# Problem description:
Repeat each entry exactly. Drop every image.

# # # #

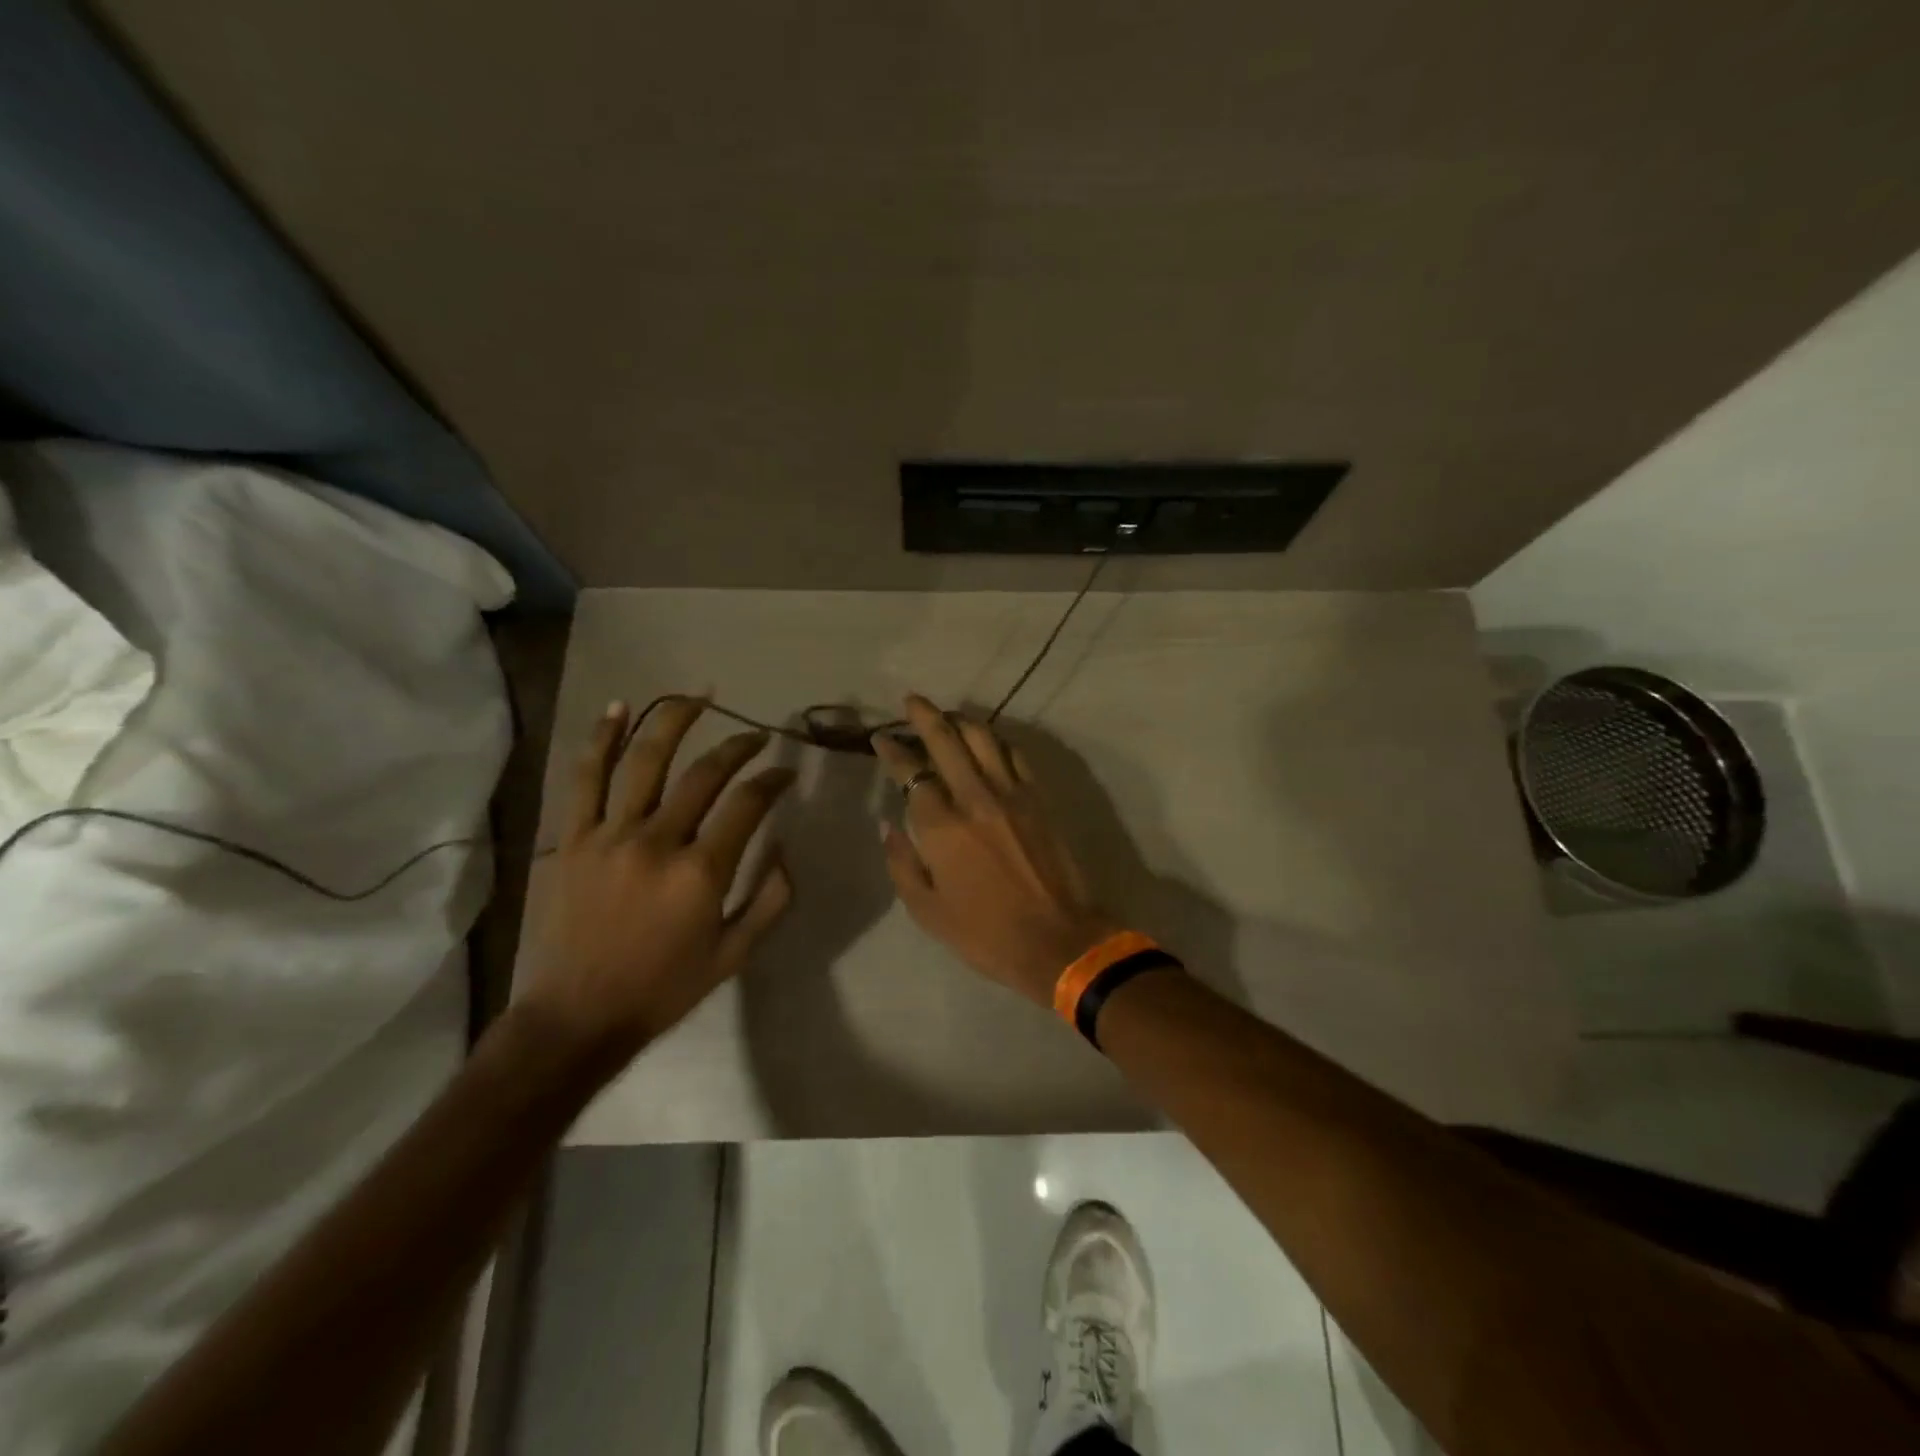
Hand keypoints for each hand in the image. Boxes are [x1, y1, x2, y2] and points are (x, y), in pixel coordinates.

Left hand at [524, 697, 794, 1060]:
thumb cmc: (664, 987)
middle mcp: (658, 842)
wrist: (577, 1016)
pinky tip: (618, 707)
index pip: (748, 804)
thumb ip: (771, 899)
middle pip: (704, 774)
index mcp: (701, 873)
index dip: (772, 780)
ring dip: (674, 720)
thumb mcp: (735, 954)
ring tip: (698, 696)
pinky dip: (600, 739)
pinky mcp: (572, 838)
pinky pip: (585, 778)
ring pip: (645, 761)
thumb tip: (785, 848)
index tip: (784, 771)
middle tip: (755, 735)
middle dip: (737, 746)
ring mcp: (609, 835)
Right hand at [872, 695, 1115, 1006]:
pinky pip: (1015, 756)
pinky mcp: (1039, 799)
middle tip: (912, 701)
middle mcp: (975, 798)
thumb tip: (888, 823)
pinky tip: (989, 741)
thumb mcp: (927, 911)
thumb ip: (902, 862)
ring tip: (948, 715)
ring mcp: (1012, 794)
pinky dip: (997, 742)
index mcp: (942, 827)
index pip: (911, 773)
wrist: (1058, 941)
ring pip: (984, 739)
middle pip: (947, 741)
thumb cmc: (985, 934)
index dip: (893, 751)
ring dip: (962, 721)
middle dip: (925, 716)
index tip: (881, 738)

# # # #

# Answer for the task:
Hand keypoints for each hand in the image. Boxes are [x1, y1, x2, y2] and points are (x, y), in pixel coordinates.

Left hand at [524, 697, 794, 1060]:
thumb cmc: (664, 987)
middle mcp: (658, 842)
wrist: (577, 1016)
pinky tip: (618, 707)
index pip: (748, 804)
thumb ip: (771, 899)
middle pip: (704, 774)
index mcp: (701, 873)
index dip: (772, 780)
ring dip: (674, 720)
thumb mcp: (735, 954)
ring tip: (698, 696)
pinky dip: (600, 739)
pinky mcp: (572, 838)
pinky pip: (585, 778)
ring pip: (645, 761)
thumb tip: (785, 848)
index tip: (784, 771)
middle tip: (755, 735)
middle dip: (737, 746)
ring mcp: (609, 835)
Right hand at [872, 695, 1115, 1006]:
pinky pip: (1015, 756)
pinky mcp: (1039, 799)
middle tip: (912, 701)
middle mcp: (975, 798)
thumb tip: (888, 823)
pinky tip: (989, 741)
thumb mcp: (927, 911)
thumb ip: (902, 862)
ring tip: (948, 715)
ring mcp: (1012, 794)
pinky dip: (997, 742)
index mcp: (942, 827)
index pip: (911, 773)
wrist: (1058, 941)
ring pip: (984, 739)
middle pip: (947, 741)
thumb cmc: (985, 934)
index dip: (893, 751)
ring dip: (962, 721)
middle dip: (925, 716)
index tip: (881, 738)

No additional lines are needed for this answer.